#### [What needs to be done]
Copy the result of filtering the entries below for lines that include the string "down".

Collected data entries
[Start of Attachment]
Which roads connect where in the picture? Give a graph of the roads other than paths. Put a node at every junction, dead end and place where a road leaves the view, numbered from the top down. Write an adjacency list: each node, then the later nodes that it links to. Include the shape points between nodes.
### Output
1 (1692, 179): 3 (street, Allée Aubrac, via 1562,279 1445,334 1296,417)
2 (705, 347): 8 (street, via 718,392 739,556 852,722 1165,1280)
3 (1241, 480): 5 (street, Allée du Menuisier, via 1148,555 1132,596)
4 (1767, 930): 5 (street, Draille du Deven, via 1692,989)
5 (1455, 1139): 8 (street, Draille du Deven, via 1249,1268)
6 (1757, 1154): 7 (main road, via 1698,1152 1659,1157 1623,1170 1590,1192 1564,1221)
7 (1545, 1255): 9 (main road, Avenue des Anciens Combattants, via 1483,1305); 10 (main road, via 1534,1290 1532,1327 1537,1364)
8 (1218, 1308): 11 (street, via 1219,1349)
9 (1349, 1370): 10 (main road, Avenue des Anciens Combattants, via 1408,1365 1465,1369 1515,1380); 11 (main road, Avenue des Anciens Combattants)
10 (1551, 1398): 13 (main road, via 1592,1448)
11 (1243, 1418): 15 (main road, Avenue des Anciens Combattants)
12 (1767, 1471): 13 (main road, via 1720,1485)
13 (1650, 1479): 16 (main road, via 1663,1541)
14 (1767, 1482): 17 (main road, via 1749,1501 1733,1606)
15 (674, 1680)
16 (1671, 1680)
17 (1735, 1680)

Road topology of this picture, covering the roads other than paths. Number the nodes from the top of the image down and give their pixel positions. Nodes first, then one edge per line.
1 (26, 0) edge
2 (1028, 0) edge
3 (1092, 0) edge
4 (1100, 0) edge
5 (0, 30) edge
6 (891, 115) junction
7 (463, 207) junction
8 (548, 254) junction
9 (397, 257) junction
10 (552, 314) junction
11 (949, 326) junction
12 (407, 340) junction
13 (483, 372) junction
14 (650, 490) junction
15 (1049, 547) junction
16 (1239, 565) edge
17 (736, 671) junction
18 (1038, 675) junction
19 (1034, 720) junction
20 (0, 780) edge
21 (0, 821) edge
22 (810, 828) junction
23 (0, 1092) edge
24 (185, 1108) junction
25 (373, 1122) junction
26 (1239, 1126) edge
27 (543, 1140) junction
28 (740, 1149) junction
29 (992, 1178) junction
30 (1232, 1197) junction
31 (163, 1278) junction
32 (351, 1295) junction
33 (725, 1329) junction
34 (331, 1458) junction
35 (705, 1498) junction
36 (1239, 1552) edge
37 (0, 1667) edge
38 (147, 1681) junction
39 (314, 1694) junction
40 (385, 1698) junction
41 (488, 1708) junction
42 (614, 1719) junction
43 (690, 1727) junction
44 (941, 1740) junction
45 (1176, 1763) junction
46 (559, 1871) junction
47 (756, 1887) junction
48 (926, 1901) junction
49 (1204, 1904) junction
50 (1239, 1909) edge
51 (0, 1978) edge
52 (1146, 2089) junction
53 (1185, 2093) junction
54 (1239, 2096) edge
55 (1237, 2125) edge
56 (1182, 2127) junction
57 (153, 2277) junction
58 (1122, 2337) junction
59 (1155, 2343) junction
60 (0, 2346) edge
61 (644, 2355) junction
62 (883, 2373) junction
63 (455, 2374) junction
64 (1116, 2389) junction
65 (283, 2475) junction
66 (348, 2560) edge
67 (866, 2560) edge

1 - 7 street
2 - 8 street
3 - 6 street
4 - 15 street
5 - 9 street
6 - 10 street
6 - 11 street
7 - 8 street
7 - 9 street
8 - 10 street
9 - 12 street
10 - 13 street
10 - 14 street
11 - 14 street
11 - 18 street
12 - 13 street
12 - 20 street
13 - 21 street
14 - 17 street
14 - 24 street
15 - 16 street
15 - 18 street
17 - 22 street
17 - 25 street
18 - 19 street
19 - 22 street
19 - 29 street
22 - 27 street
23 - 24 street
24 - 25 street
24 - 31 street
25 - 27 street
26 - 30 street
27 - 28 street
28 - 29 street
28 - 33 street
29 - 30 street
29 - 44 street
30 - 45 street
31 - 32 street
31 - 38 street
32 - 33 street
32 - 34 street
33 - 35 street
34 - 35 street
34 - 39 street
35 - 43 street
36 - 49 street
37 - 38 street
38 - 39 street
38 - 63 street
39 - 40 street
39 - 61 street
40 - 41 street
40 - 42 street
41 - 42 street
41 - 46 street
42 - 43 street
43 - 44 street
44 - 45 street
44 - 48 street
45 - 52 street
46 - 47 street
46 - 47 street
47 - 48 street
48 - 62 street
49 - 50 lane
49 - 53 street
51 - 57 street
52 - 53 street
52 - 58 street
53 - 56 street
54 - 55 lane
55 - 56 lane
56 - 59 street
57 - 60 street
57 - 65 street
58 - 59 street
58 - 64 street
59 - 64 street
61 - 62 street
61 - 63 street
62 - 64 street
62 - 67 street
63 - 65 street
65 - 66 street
[End of Attachment]
#### [Result of the task]
Which roads connect where in the picture? Give a graph of the roads other than paths. Put a node at every junction, dead end and place where a road leaves the view, numbered from the top down. Write an adjacency list: each node, then the later nodes that it links to. Include the shape points between nodes.
Road topology of this picture, covering the roads other than paths. Number the nodes from the top of the image down and give their pixel positions. Nodes first, then one edge per line.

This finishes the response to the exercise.